OpenData.city is not just about democratizing opendata in terms of affordability. Its also about widening the opendata community to something that regular citizens, businesses and students can understand and use in their daily lives.
And as we learned when we built NYCpedia in 2013, its all about creating context. People don’t care about raw Big Open Data – thousands of datasets in a portal. They care about Small Data – actionable information you can tell me now.
I’m not saying that data portals are not required. To the contrary! We’re saying that data portals should do more to contextualize the data – in terms of location, time, uses and conversations.
As StackExchange has shown us, people prefer Q&A to reading dense reference material, reading user manuals or going through a knowledgebase.
Because “wisdom is in a crowd!” A crowd asking the same questions, caring about the same issues. The answers, as StackOverflow demonstrates, does not necessarily flow from the publisher, most of it actually come from the users!
In NYC’s vibrant CivicTech community focused around BetaNYC for instance, members of the community started to realize that people were asking the same questions. And sometimes, new members hesitate to participate in the conversation for fear of making a fool of themselves. Much the same way software developers “lurk” in Q&A forums looking up answers to previously answered questions, a space was needed where all these discussions from the disparate threads, online and offline (mailing lists, meetups, google groups, townhall meetings, etc.) can be pulled together.
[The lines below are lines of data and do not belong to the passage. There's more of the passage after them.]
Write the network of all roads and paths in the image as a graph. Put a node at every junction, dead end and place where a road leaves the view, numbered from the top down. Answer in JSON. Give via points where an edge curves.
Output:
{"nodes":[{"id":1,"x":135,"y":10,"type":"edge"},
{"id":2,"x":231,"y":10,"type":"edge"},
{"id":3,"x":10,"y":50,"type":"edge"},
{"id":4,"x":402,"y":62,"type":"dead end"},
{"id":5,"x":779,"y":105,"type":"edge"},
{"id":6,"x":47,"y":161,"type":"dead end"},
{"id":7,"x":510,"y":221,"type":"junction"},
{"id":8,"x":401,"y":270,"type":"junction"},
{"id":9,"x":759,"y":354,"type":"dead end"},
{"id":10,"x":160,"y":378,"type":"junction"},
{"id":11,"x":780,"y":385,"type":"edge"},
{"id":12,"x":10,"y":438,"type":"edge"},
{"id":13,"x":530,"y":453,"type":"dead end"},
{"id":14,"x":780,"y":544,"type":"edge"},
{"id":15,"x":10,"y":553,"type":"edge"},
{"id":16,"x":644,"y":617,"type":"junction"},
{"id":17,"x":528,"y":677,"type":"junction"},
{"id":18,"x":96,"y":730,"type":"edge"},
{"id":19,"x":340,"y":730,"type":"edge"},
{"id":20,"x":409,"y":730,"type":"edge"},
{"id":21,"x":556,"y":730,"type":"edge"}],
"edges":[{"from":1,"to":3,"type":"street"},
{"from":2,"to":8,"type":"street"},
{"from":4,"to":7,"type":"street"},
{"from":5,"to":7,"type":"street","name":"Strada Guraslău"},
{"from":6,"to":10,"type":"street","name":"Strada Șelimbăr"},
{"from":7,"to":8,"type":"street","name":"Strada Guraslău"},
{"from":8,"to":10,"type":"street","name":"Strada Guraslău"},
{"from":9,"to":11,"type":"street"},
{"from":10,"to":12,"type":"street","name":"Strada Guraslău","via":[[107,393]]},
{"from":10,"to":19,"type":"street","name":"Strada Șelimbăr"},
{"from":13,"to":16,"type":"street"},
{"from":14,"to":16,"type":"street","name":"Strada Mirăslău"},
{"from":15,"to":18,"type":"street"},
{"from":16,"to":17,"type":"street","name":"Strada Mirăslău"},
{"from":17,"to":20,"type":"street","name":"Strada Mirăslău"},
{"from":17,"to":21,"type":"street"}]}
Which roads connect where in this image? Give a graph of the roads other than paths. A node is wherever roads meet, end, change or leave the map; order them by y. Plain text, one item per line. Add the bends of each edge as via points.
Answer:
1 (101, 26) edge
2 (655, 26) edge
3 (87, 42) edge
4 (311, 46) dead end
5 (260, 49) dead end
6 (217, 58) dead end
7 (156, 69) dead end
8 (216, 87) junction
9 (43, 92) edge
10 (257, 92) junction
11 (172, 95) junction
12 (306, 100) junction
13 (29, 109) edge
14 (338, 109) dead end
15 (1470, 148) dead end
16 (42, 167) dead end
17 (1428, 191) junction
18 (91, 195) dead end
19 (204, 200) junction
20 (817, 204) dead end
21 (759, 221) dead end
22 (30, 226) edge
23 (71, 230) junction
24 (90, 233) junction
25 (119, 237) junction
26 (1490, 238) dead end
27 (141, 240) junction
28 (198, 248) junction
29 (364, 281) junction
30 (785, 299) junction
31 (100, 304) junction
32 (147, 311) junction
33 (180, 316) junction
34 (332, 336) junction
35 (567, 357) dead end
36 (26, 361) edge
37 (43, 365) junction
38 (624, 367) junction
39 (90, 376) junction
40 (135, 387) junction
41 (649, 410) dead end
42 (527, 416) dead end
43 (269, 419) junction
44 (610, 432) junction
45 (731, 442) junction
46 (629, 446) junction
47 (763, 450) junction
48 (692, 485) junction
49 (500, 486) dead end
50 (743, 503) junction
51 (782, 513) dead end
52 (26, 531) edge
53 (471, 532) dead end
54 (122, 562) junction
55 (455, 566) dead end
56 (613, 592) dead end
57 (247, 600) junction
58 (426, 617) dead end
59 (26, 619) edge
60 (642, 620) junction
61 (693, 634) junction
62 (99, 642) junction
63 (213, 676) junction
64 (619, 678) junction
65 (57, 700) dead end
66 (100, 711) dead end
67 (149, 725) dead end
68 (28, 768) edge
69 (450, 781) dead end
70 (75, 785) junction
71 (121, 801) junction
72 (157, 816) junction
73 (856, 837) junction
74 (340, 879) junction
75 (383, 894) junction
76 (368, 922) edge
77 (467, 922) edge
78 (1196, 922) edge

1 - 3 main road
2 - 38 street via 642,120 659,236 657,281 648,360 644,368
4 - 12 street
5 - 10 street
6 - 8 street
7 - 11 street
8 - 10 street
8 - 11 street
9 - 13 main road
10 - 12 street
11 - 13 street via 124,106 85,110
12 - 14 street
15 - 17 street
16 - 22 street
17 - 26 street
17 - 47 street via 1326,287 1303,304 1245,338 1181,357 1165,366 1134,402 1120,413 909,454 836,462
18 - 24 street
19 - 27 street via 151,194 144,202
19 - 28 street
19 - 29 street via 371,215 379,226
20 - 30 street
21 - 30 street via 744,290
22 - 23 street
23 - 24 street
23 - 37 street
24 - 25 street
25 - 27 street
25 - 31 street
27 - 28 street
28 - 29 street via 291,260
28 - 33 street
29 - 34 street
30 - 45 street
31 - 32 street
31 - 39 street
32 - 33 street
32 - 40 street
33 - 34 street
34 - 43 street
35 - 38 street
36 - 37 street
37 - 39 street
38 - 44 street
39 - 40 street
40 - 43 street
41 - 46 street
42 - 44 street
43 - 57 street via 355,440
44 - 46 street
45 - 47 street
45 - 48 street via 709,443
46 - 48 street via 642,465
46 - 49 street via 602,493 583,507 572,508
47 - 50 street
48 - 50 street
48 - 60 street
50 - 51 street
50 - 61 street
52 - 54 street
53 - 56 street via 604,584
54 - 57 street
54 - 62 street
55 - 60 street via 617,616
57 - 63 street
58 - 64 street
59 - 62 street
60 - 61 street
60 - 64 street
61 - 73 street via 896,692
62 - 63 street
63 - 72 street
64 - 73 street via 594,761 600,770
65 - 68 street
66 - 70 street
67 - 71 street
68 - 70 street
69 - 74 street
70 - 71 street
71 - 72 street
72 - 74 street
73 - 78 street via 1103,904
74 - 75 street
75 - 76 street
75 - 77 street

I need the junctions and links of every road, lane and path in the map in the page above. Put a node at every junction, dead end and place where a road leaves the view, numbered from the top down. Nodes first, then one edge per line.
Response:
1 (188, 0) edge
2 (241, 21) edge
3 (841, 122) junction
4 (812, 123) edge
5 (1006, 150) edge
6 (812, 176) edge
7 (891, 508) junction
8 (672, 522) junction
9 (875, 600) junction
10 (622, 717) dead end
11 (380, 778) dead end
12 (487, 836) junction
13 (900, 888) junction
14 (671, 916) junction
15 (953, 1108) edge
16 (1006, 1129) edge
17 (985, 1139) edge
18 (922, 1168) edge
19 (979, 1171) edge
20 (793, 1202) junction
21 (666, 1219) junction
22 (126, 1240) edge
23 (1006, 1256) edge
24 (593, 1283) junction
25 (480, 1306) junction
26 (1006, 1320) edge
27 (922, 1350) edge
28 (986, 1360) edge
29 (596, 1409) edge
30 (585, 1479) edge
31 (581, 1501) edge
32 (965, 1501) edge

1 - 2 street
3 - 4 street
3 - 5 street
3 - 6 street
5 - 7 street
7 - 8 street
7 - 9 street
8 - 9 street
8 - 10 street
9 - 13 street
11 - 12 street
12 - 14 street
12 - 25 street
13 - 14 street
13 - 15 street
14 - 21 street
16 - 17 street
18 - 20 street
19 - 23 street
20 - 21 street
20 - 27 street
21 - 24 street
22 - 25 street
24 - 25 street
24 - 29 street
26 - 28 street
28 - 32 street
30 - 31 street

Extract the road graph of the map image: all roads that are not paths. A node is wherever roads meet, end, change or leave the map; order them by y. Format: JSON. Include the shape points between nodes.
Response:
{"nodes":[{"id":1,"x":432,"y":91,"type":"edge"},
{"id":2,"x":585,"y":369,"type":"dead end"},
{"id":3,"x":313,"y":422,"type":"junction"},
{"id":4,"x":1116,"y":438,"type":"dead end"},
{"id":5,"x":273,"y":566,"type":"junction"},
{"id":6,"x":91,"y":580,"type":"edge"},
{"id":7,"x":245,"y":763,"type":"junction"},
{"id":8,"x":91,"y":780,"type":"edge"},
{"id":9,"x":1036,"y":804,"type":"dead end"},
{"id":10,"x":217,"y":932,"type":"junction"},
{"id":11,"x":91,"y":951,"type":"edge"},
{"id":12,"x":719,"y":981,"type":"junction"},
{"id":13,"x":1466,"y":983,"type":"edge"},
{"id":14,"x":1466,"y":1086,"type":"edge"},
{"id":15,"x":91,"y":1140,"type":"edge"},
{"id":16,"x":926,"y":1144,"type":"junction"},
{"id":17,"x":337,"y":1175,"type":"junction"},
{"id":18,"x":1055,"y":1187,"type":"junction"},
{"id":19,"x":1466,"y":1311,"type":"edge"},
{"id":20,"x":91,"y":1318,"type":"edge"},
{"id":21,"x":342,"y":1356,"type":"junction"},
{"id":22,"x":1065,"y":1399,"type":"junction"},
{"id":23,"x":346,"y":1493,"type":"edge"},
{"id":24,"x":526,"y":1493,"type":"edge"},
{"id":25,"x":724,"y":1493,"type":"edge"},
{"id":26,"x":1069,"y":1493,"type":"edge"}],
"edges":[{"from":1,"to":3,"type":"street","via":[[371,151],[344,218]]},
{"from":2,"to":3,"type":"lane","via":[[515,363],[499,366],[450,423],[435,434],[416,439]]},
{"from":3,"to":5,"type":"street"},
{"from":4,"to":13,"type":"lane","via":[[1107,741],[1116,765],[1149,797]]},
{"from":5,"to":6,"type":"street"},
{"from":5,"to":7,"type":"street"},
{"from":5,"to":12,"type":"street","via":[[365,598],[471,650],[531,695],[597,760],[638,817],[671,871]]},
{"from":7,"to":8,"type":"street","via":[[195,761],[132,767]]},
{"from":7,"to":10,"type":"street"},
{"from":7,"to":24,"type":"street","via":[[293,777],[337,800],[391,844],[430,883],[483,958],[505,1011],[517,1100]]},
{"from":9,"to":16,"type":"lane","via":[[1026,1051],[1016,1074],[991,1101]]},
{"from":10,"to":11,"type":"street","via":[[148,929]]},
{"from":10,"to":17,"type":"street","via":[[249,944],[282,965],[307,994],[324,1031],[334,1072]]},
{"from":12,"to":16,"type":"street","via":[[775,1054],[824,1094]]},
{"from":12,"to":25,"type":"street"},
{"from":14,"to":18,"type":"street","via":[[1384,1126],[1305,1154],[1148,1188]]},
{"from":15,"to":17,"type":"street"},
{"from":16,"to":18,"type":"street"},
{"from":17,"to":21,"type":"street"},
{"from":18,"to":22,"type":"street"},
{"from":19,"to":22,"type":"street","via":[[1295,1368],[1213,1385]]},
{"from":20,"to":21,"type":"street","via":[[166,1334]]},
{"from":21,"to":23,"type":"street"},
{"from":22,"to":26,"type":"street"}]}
Discourse is the hottest thing in forum software at the moment. In the short time since the open source project was launched early 2013, it has redefined internet forums – whose structure have essentially remained unchanged since the early 90s. It was appropriately founded by Jeff Atwood – Stack Overflow co-founder.
Discourse is forum software created using today’s technologies and users in mind. It’s mobile-responsive, it works through email, it supports just-in-time loading of long conversations, and the list goes on.
And now talk.beta.nyc.
BetaNYC is the largest CfA brigade in the country. When Noel Hidalgo (@noneck) asked late last year if Ontodia is up to spinning up a community data portal, we jumped at the opportunity!
And when he asked if we can integrate Discourse early this year, we immediately got to work creating a CKAN plugin.
BetaNYC was in the process of consolidating its various mailing lists into a Discourse instance, and instead of using ckanext-disqus, which was the only available CKAN commenting plugin at the time, we worked with Volkan Unsal (@picardo), who was leading the consolidation effort, to use Discourse instead.
In the open data portals we use and have spun up, we noticed that hardly anybody was using the Disqus-based system. We realized that this was because it was seen more as a complaint mechanism, not as a conversational medium.
It wasn’t a way to share expertise; asks somewhat tangential questions; or start discussions that may be informed by a dataset, but could be on a larger topic altogether.
With our CKAN-Discourse integration that we’re now beta-testing at beta.nyc, we hope to change that and enable data-driven conversations.
Starting today, it will now be an available option for OpenData.city customers. Later this spring, we aim to open-source it and give back to the CKAN community.
More Context Enablers
And this is just the first value-added addition to our CKAN hosting service. Leading up to Code Across this weekend, we’ll be unveiling new services/plugins every day. Tomorrow, we’ll go into more detail about another way we’re contextualizing opendata with our CartoDB integration.